Dodał, że do zawarcia porozumienia przyczyniła się dekoniunktura w branży obsługi sektora naftowego.
– Przypuszczam, że w szczytowej fazie cyklu nie udałoby się dojść do porozumienia z powodu rozbieżności w wycenach – powiedział. Głęboka dekoniunktura w branży obsługi sektora naftowego jest pokłosiem światowej recesji i spadku cen ropy naftowej i gazu ziemnego. Jednak, wobec pojawiających się ostatnio oznak ożywienia, przewiduje się wzrost aktywności w tym roku.
Oferta, oparta na notowaniach akcji Schlumberger na zamknięciu w ostatni piątek (63,90 dol.) i na wycenie Smith na kwotę 12,4 mld dol. (w tym 1,2 mld dol. długu), przewiduje zapłatę akcjami, w stosunku 0,6966 akcji Schlumberger za jedną akcję Smith. Ta cena zawiera 18 proc. premii w stosunku do notowań Smith na zamknięciu w piątek. Trzeba jednak zaznaczyć, że akcje Smith wzrosły w tenże piątek o 13 proc. pod wpływem porannych przecieków o prowadzonych rozmowach.
Reklama
Schlumberger, spółka wyceniana na ponad 76 mld dol., już wcześniej była dwukrotnie większa od głównego rywala, Halliburton. W zeszłym roku miała zatrudnienie 77 tys. i przychody w wysokości 22,7 mld dol. Smith International zatrudnia 21 tys. pracowników i osiągnęła 8,2 mld dol. przychodu.

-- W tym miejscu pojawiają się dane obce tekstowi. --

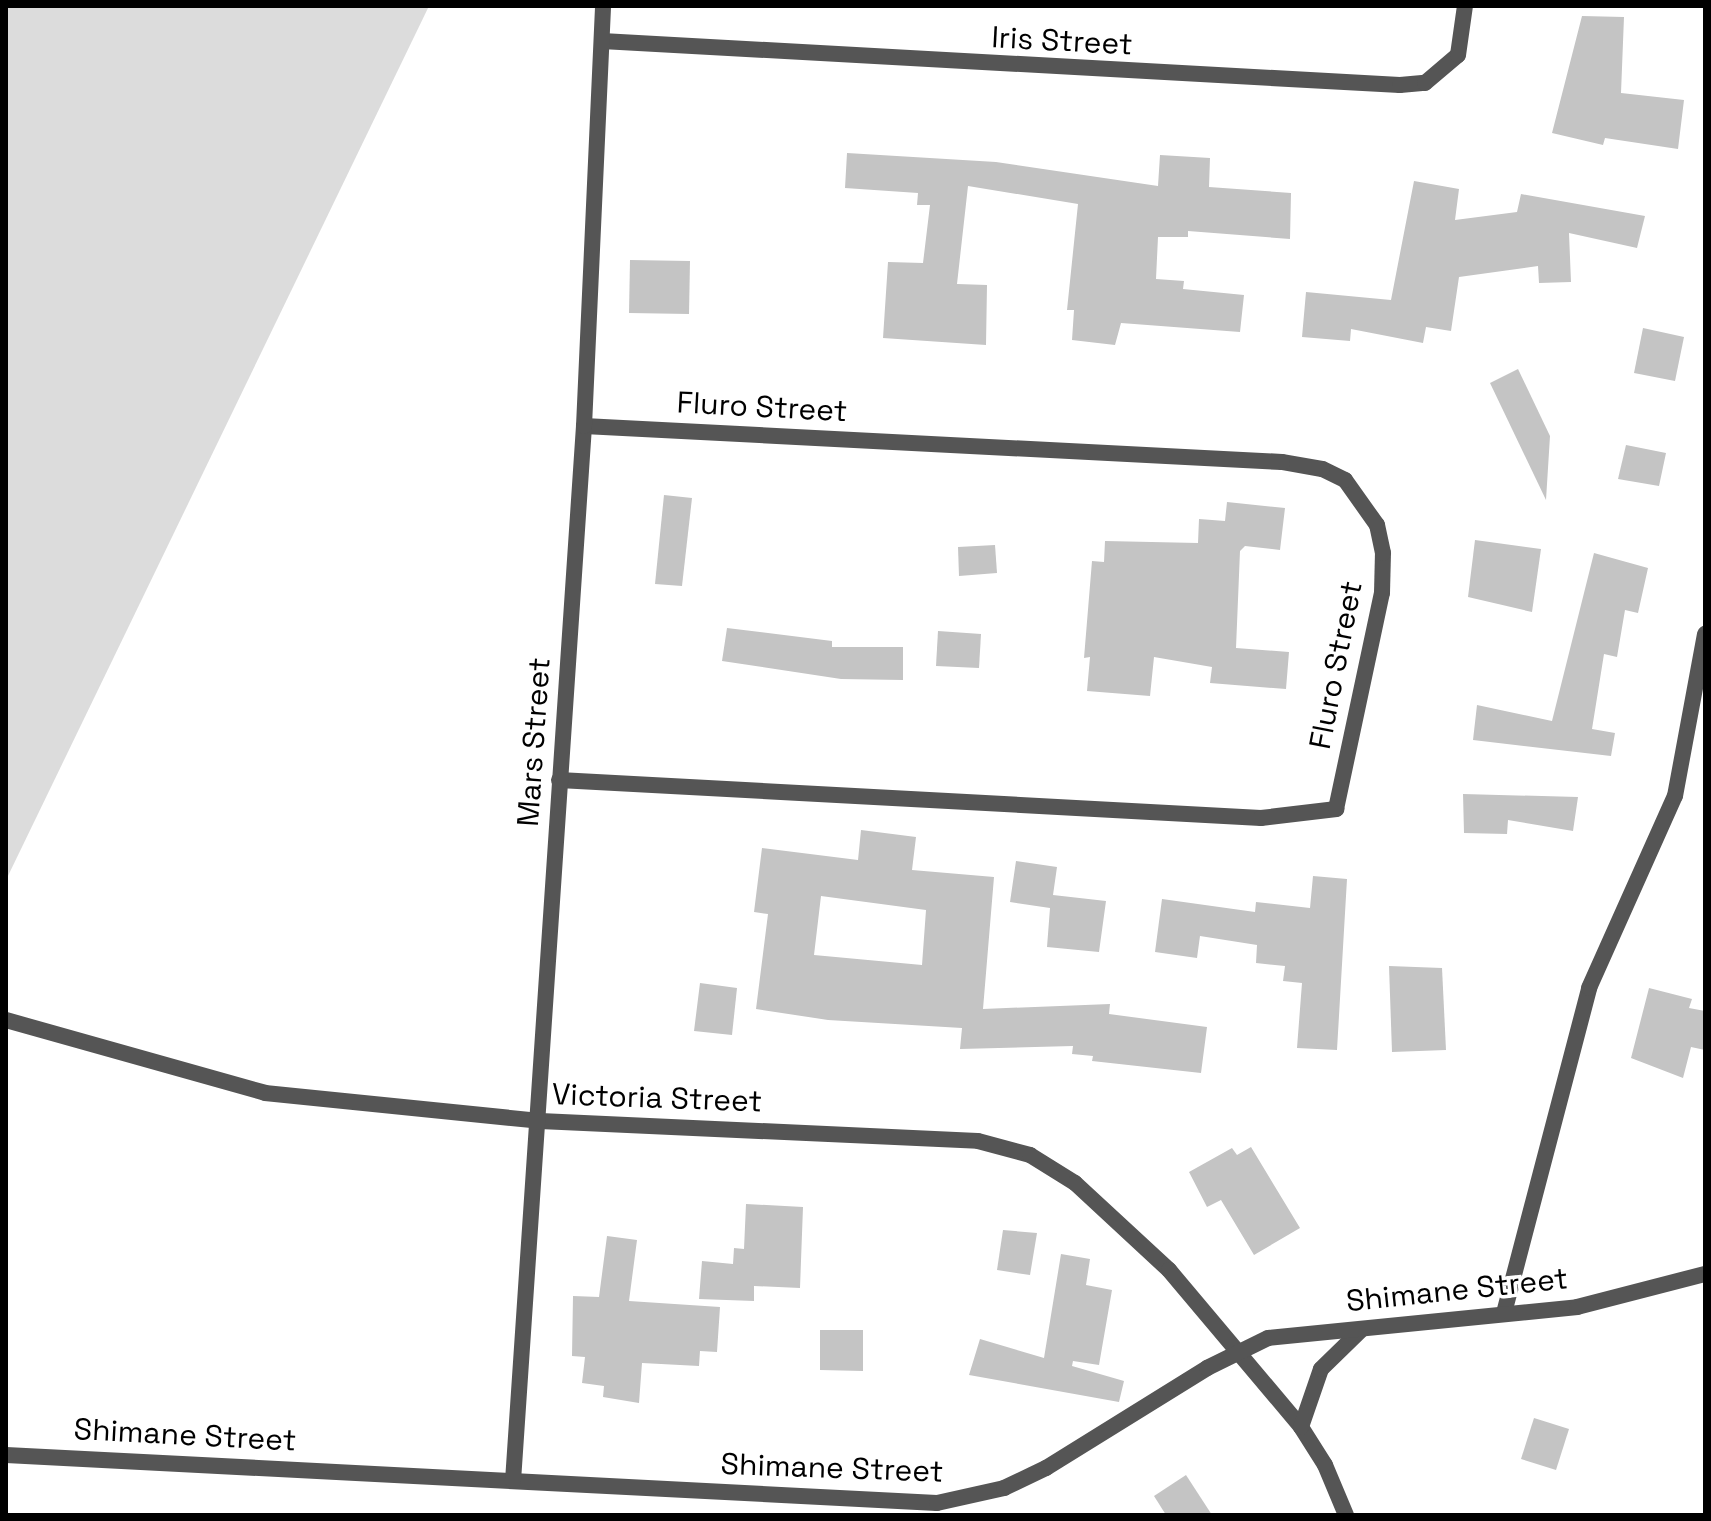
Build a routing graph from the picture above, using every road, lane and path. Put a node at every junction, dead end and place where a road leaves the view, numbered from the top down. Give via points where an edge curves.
1 (603, 6) edge
2 (1465, 6) edge
3 (602, 41) junction
4 (584, 426) junction
5 (1705, 634) edge
6 (559, 780) junction
7 (6, 1020) edge
8 (540, 1121) junction
9 (1705, 1274) edge
10 (1504, 1313) junction
11 (1362, 1329) junction
12 (1236, 1351) junction
13 (1301, 1427) junction
14 (6, 1455) edge
15 (513, 1481) junction
16 (1346, 1515) edge

1 - 3 street, Mars Street
2 - 3 street, Iris Street via 1458,55 1425,83 1400,85
3 - 4 street, Mars Street
4 - 6 street, Mars Street
4 - 6 street, Fluro Street via 1282,462 1322,469 1345,480 1377,525 1382,593 1336,809 1261,818
5 - 10 street via 1675,796 1589,988
6 - 8 street, Mars Street
7 - 8 street, Victoria Street via 265,1093
8 - 12 street, Victoria Street via 978,1141 1030,1155 1075,1183 1126,1227
8 - 15 street, Mars Street
9 - 10 street, Shimane Street via 1577,1307
10 - 11 street, Shimane Street
11 - 12 street, Shimane Street via 1268,1338
11 - 13 street via 1321,1369
12 - 13 street, Victoria Street
12 - 15 street, Shimane Street via 1046,1468 1004,1488 947,1501 833,1500
13 - 16 street, Victoria Street via 1325,1465
14 - 15 street, Shimane Street

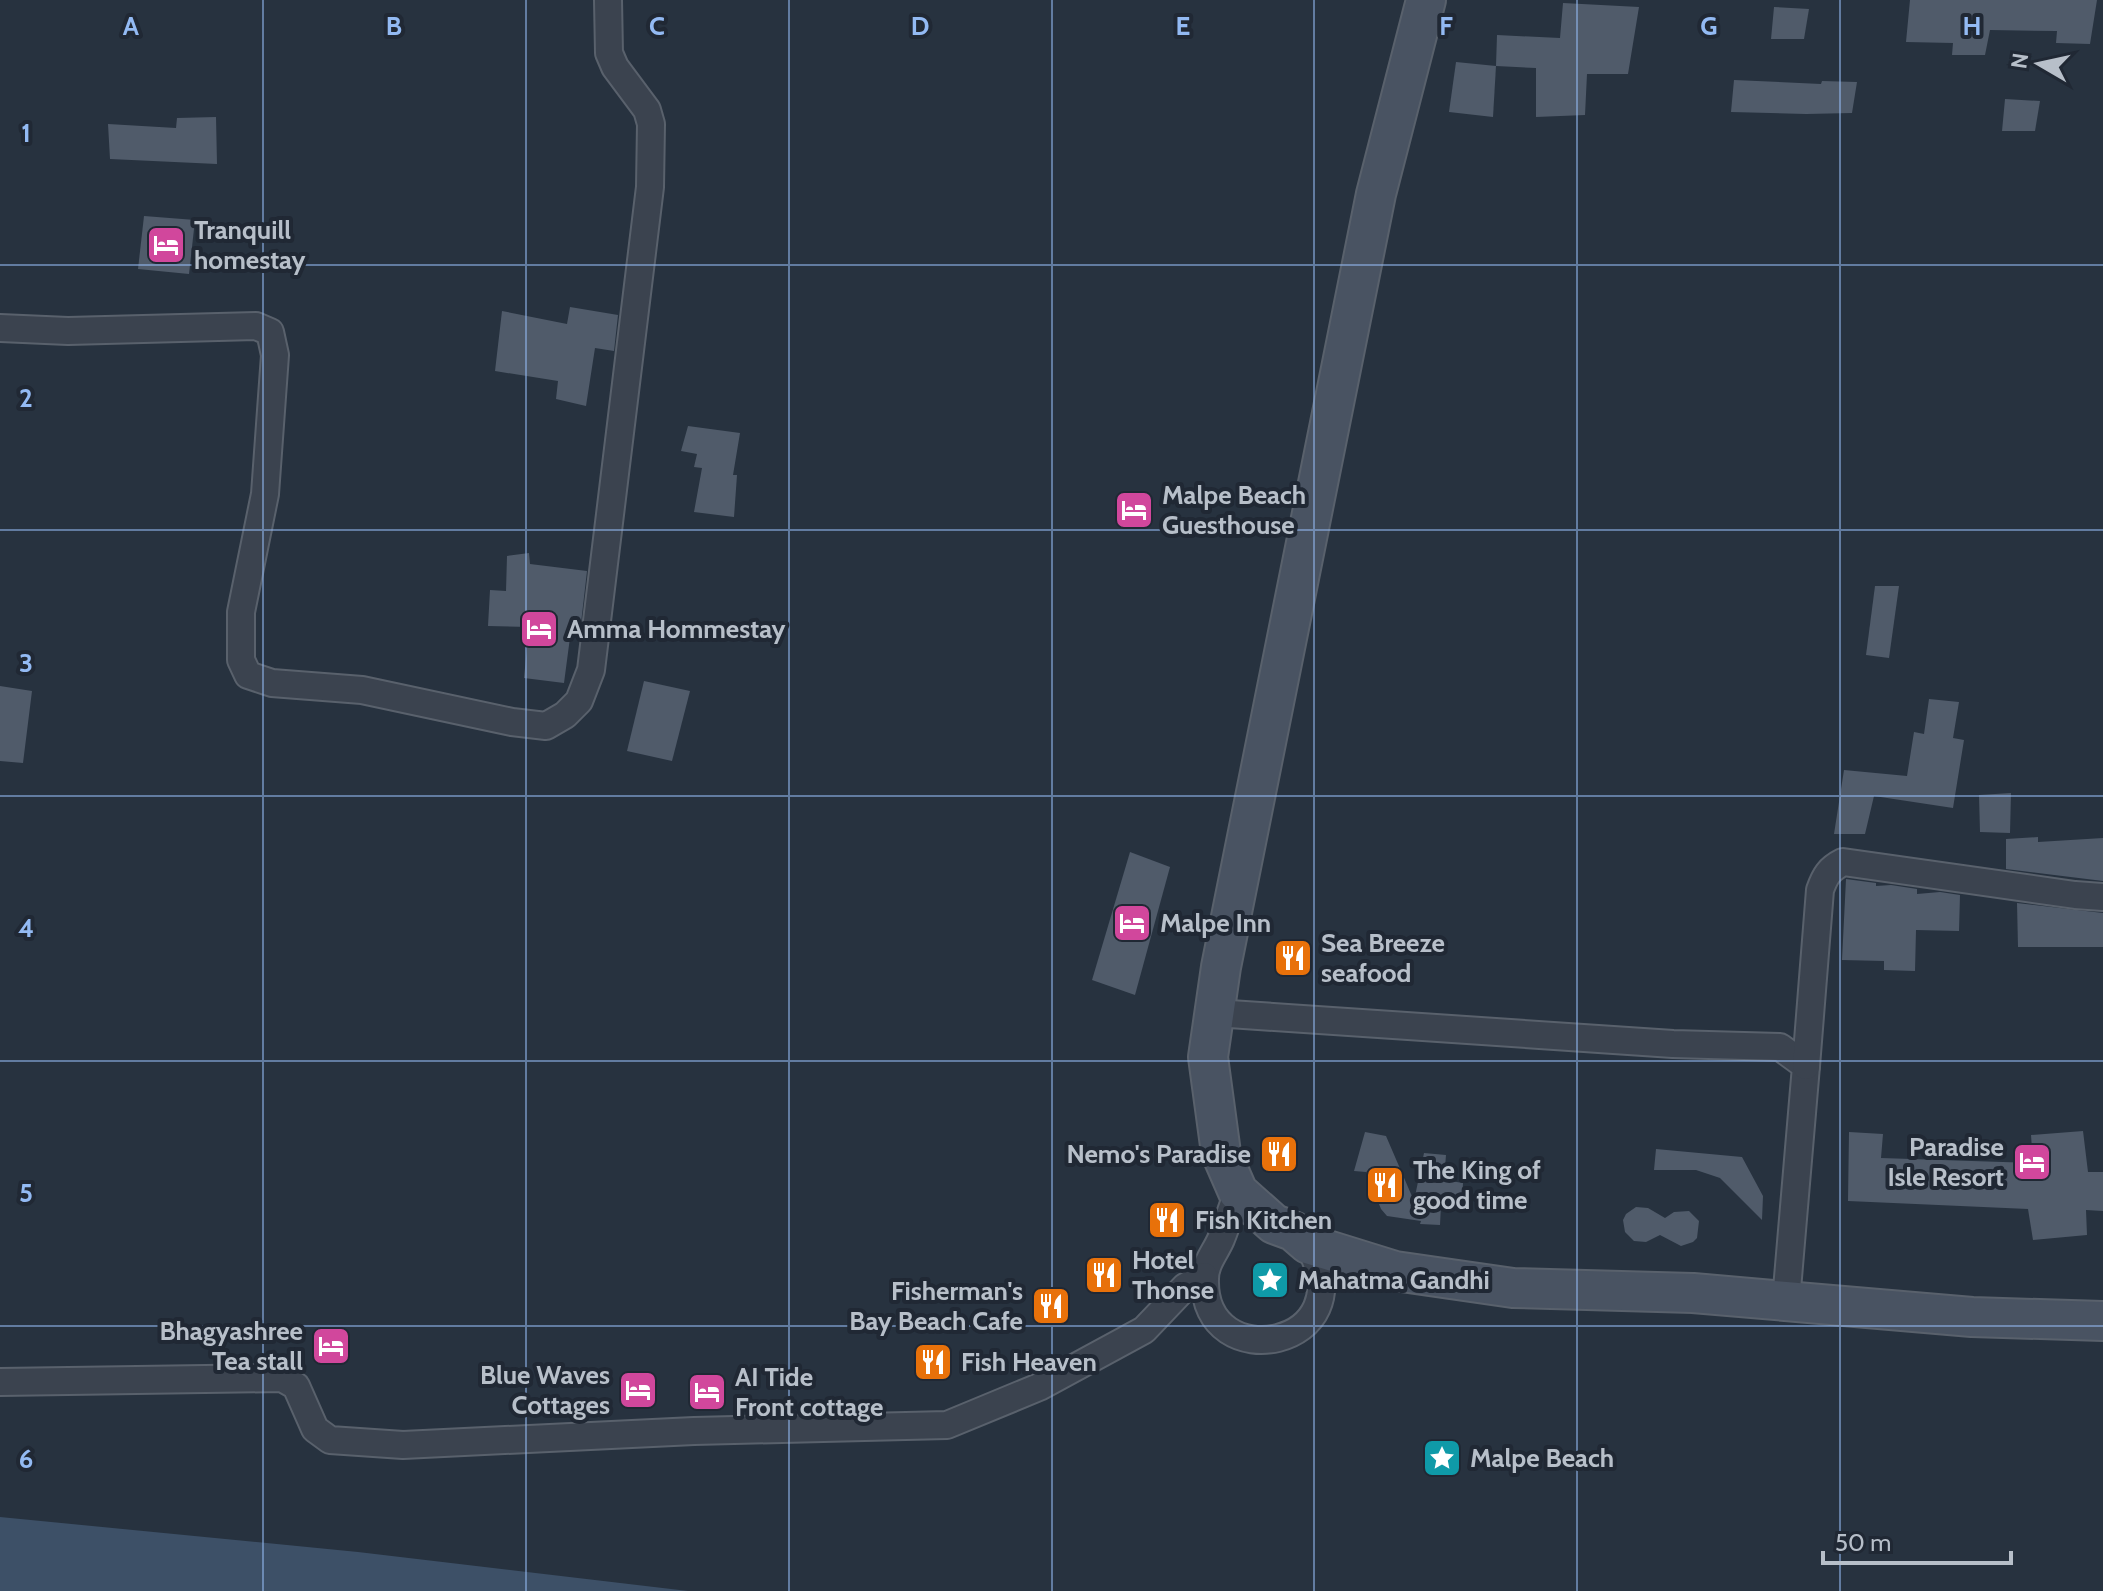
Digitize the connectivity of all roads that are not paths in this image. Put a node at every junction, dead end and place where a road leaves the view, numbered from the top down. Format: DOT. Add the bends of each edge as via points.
graph roads {
  1 [pos="608,0"];
  2 [pos="1426,0"];
  3 [pos="0,328"];
  4 [pos="2103,897"];
  5 [pos="1215,1013"];
  6 [pos="1806,1066"];
  7 [pos="1238,1192"];
  8 [pos="1274,1224"];
  9 [pos="1220,1242"];
  10 [pos="1308,1244"];
  11 [pos="1204,1276"];
  12 [pos="1786,1301"];
  13 [pos="2103,1321"];
  14 [pos="0,1382"];
  1 -- 3 [label="street" via="609,53 651,124 650,187 591,670 579,701 546,726 362,690 272,683 248,675 241,660 241,612 265,494 275,355 270,332 256,326"];
  2 -- 5 [label="street" via="1376,194"];
  4 -- 6 [label="street" via="1843,862 1833,867 1820,890"];
  5 -- 6 [label="street" via="1780,1047"];
  5 -- 7 [label="street" via="1208,1057 1221,1153"];
  6 -- 12 [label="street"];
  7 -- 8 [label="street"];
  7 -- 9 [label="street"];
  8 -- 9 [label="street" via="1235,1230"];
  8 -- 10 [label="street"];
  9 -- 11 [label="street"];
  10 -- 11 [label="street" via="1322,1281 1319,1301 1296,1332 1278,1340 1250,1339 1225,1328 1213,1313"];
  10 -- 12 [label="street" via="1395,1271 1513,1288"];
  11 -- 14 [label="street" via="1185,1287 1144,1330 1039,1387 947,1425 403,1445 330,1440 315,1429 296,1386 282,1378"];
  12 -- 13 [label="street" via="1972,1317"];
}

Schlumberger liczy na efekty synergii rzędu 160 mln dol. w przyszłym roku i 320 mln dol. w 2012 roku. Początkowo będą one wynikać głównie z obniżenia kosztów – m.in. dzięki racjonalizacji funkcji centrali. Koncern twierdzi, że dzięki zawartej transakcji do 2012 roku wzrośnie zysk na jedną akcję.
Przewiduje się, że organy antymonopolowe, zwłaszcza amerykański, starannie zbadają zamierzone połączenie.